What is the intention?

Is this money almost like a personal allowance each month, so you spend as you wish until it’s gone? Is it for something much bigger, meaning you’ll be saving up? Perhaps it’s a blend of short-term spending and long-term saving? 

This fund is not for regular bills or obligations. When it’s not used, you simply roll it over into the next month. Avoid borrowing from it. When you do use the money, commit to mindful spending.

Dedicate a separate account for this money 

For some women, this is an entirely new account exclusively in her name. For other women, it’s easier to use an existing account and repurpose it into the “me” fund. A high-interest savings account is a solid option if there will be a higher balance in the account because the money will earn interest, albeit small, now that fixed deposit savings rates have gone down significantly. Aim for a no-fee account.

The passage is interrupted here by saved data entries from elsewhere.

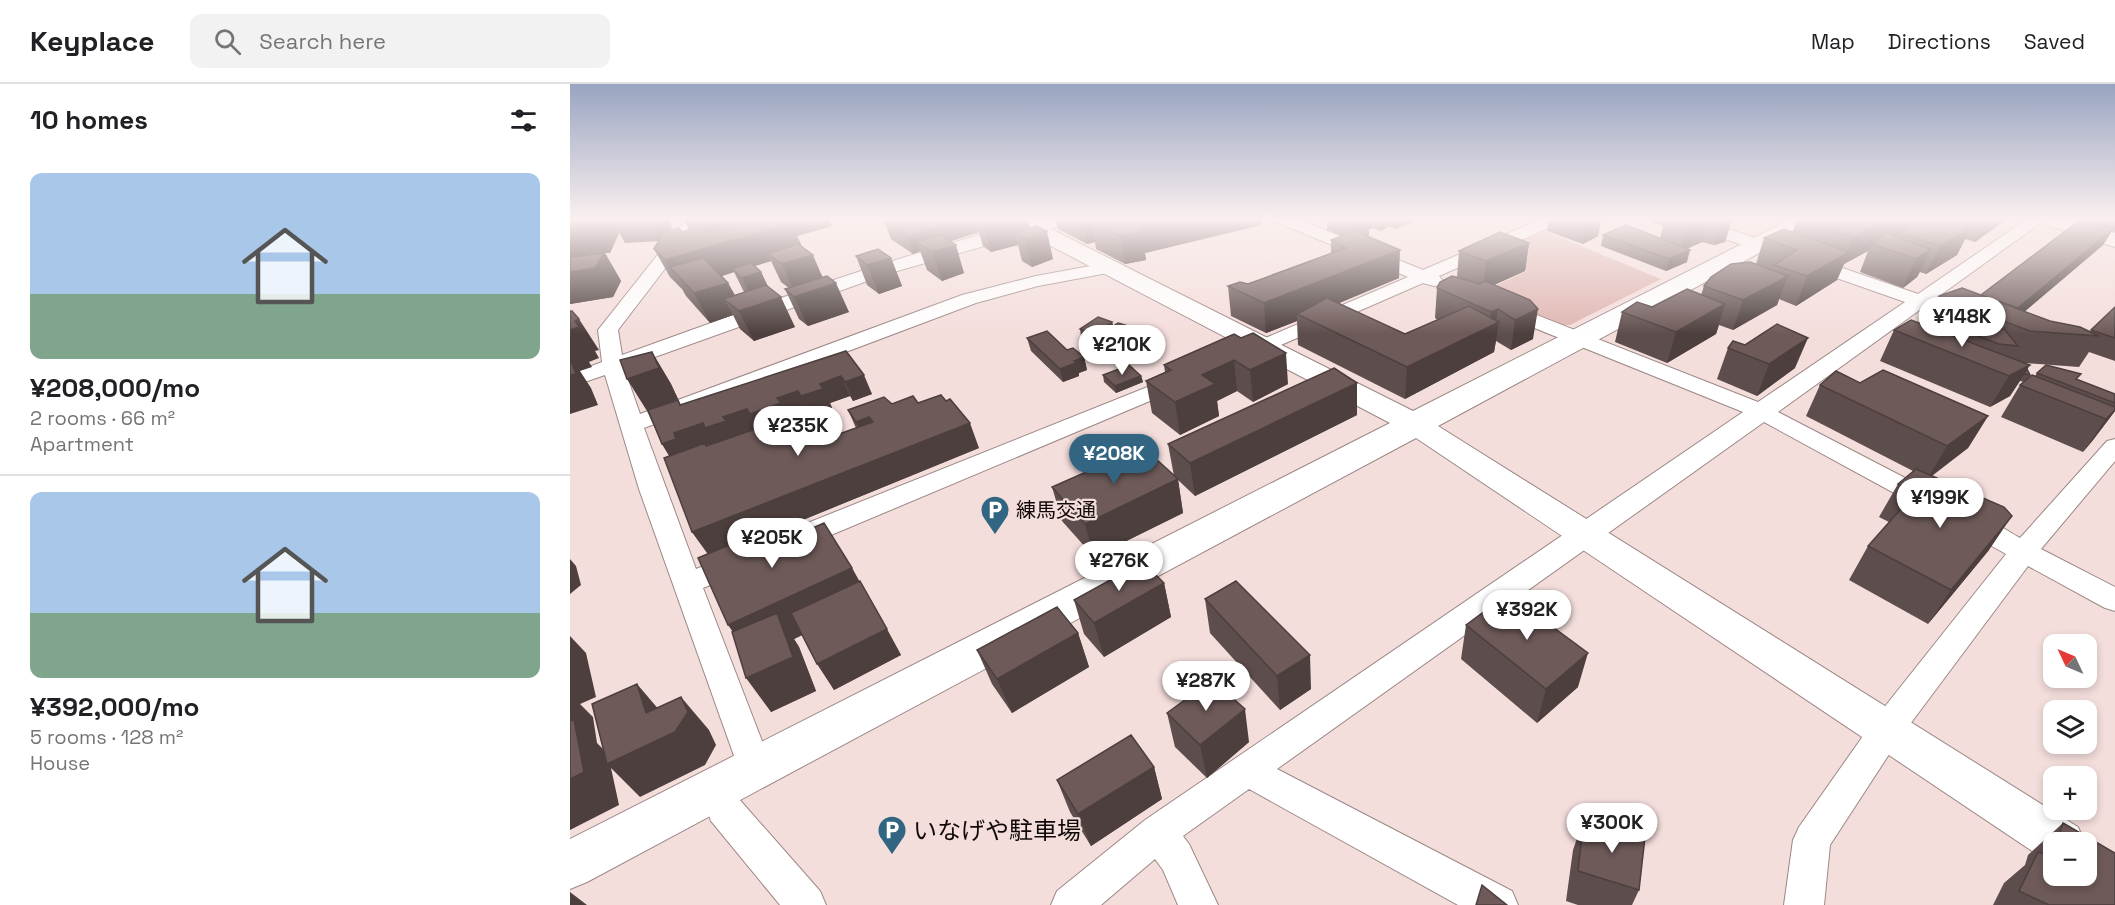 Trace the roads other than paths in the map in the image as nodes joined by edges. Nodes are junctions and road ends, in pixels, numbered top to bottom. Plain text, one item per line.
1 (661, 257) edge
2 (920, 257) edge
3 (1086, 257) edge
4 (1376, 257) edge
5 (1469, 257) edge
6 (1736, 257) edge
7 (1795, 257) edge
8 (1983, 257) edge
9 (1107, 268) junction
10 (1425, 277) junction
11 (1458, 290) edge
12 (1480, 299) edge
13 (1921, 301) junction
14 (1579, 338) junction
15 (1262, 347) junction
16 (613, 366) junction
17 (570, 381) edge
18 (1760, 411) junction
19 (1415, 424) junction
20 (631, 425) junction
21 (2115, 446) edge
22 (1587, 535) junction
23 (2024, 551) junction
24 (688, 584) junction
25 (2115, 600) edge
26 (1887, 729) junction
27 (755, 767) junction
28 (1250, 770) junction
29 (717, 788) junction
30 (1158, 832) junction
31 (2044, 832) edge
32 (570, 865) edge
33 (806, 905) edge
34 (1071, 905) edge
35 (1198, 905) edge
36 (1498, 905) edge
37 (1804, 905) edge

1 - 16 street
2 - 16 street
3 - 9 street
4 - 10 street
5 - 10 street
6 - 14 street
7 - 13 street
8 - 13 street
9 - 15 street
9 - 20 street
10 - 11 street
10 - 15 street
12 - 14 street
13 - 18 street
14 - 18 street
14 - 19 street
15 - 19 street
15 - 24 street
16 - 17 street
16 - 20 street
18 - 22 street
18 - 23 street
19 - 22 street
19 - 27 street
20 - 24 street
21 - 23 street
22 - 26 street
22 - 28 street
23 - 25 street
23 - 26 street
24 - 27 street
26 - 31 street
26 - 37 street
27 - 29 street
28 - 30 street
28 - 36 street
29 - 32 street
29 - 33 street
30 - 34 street
30 - 35 street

Bank accounts can usually be set up online, or you can visit a bank branch with two pieces of government issued identification. I recommend linking the account to your bank card for easy access, and nicknaming the account “me” fund to make it easy to find in your online banking portal. If you’re following a budgeting app or template regularly, this fund should be set up as a new budget category. 

How much are we talking about?

There are four ways to approach saving for your freedom fund; mix the techniques together if it works for you. 

First, choose a fixed dollar amount, which is easy when you have a stable income. Example ranges could be $50 biweekly (tighter budget); $150 biweekly (moderate income and more budget flexibility); $300-$500 biweekly (higher income with lots of buffer built into the household budget). Schedule automatic transfers into your fund on payday. By treating it like a non-negotiable bill, the savings habit stands a higher likelihood of being sustainable.

Second, choose a percentage of take-home pay. This is great when your income fluctuates. It requires some calculation. A common range is between two and four per cent of take-home pay, but if money is tight, one to two per cent works too. An example would be if you earn $5,000 in February, two per cent is $100, four per cent is $200 going into the fund. This scales automatically as your income shifts up and down.

Third, anchor the savings to one of two habits that can be swapped for savings. If you’re a daily coffee or lunch buyer, or buy takeout once a month, or subscribe to something nice-to-have but isn’t necessary like a streaming service, you’d swap that habit and fund the account instead. Daily coffees could add up to $25 per week, and that money would be redirected into the fund, as an example. Many women find this technique easy to manage.

Fourth, decide on an ultimate goal for the fund and how much you’ll want or need. This will help keep you on track and your eye on the prize.

Check in on how your savings strategy is going every 90 days. You’ll know the strategy is working if the fund is enough money to feel empowering without derailing other financial and personal goals. A few other ways you can tell if it’s working for you is if you’re not taking on unnecessary debts or depleting essential savings from elsewhere (a sign you might be over-contributing to the fund), and occasionally rolling it over and not spending it every month. It takes time to build the habit, but it’s worth it for the possibilities and peace of mind.